Copy out the records below exactly as they appear.

───── INPUT FOR THIS TASK ─────

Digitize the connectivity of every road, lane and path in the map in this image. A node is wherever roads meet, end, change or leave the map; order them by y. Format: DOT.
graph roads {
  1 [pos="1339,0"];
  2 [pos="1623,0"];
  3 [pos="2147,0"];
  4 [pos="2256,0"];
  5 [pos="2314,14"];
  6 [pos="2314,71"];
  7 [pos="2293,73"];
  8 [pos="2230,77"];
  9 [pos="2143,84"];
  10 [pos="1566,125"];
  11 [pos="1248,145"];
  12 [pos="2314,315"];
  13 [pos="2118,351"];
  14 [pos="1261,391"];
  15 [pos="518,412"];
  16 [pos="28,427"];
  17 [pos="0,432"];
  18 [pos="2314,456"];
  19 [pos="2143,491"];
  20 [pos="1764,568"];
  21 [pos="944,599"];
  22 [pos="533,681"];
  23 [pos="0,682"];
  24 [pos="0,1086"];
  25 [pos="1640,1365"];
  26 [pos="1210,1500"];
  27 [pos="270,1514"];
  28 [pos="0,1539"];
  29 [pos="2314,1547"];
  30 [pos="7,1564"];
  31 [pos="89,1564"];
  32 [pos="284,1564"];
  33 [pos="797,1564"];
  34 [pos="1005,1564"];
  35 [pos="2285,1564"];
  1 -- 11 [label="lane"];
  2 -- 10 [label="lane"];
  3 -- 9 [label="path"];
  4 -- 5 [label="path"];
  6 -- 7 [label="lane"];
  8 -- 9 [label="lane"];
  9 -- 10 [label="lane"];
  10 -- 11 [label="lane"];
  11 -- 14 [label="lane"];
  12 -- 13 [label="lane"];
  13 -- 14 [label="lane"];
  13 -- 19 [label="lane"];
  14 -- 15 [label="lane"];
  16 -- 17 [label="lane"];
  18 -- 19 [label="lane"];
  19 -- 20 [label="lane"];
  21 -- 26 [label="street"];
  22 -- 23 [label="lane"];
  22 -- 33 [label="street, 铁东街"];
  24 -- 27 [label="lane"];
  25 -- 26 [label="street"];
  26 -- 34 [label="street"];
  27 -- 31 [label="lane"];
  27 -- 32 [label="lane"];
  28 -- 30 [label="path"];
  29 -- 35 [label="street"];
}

─────

ANSWER:
Digitize the connectivity of every road, lane and path in the map in this image. A node is wherever roads meet, end, change or leave the map; order them by y. Format: DOT.
graph roads {
  1 [pos="1339,0"];
  2 [pos="1623,0"];
  3 [pos="2147,0"];
  4 [pos="2256,0"];
  5 [pos="2314,14"];
  6 [pos="2314,71"];
  7 [pos="2293,73"];
  8 [pos="2230,77"];
  9 [pos="2143,84"];
  10 [pos="1566,125"];
  11 [pos="1248,145"];
  12 [pos="2314,315"];
  13 [pos="2118,351"];
  14 [pos="1261,391"];
  15 [pos="518,412"];
  16 [pos="28,427"];
  17 [pos="0,432"];
  18 [pos="2314,456"];
  19 [pos="2143,491"];
  20 [pos="1764,568"];
  21 [pos="944,599"];
  22 [pos="533,681"];
  23 [pos="0,682"];
  24 [pos="0,1086"];
  25 [pos="1640,1365"];
  26 [pos="1210,1500"];
  27 [pos="270,1514"];
  28 [pos="0,1539"];
  29 [pos="2314,1547"];
  30 [pos="7,1564"];
  31 [pos="89,1564"];
  32 [pos="284,1564"];
  33 [pos="797,1564"];
  34 [pos="1005,1564"];
  35 [pos="2285,1564"];
  1 -- 11 [label="lane"];
  2 -- 10 [label="lane"];
  3 -- 9 [label="path"];
  4 -- 5 [label="path"];
  6 -- 7 [label="lane"];
  8 -- 9 [label="lane"];
  9 -- 10 [label="lane"];
  10 -- 11 [label="lane"];
  11 -- 14 [label="lane"];
  12 -- 13 [label="lane"];
  13 -- 14 [label="lane"];
  13 -- 19 [label="lane"];
  14 -- 15 [label="lane"];
  16 -- 17 [label="lane"];
  18 -- 19 [label="lane"];
  19 -- 20 [label="lane"];
  21 -- 26 [label="street"];
  22 -- 23 [label="lane"];
  22 -- 33 [label="street, 铁东街"];
  24 -- 27 [label="lane"];
  25 -- 26 [label="street"];
  26 -- 34 [label="street"];
  27 -- 31 [label="lane"];
  27 -- 32 [label="lane"];
  28 -- 30 [label="path"];
  29 -- 35 [label="street"];
}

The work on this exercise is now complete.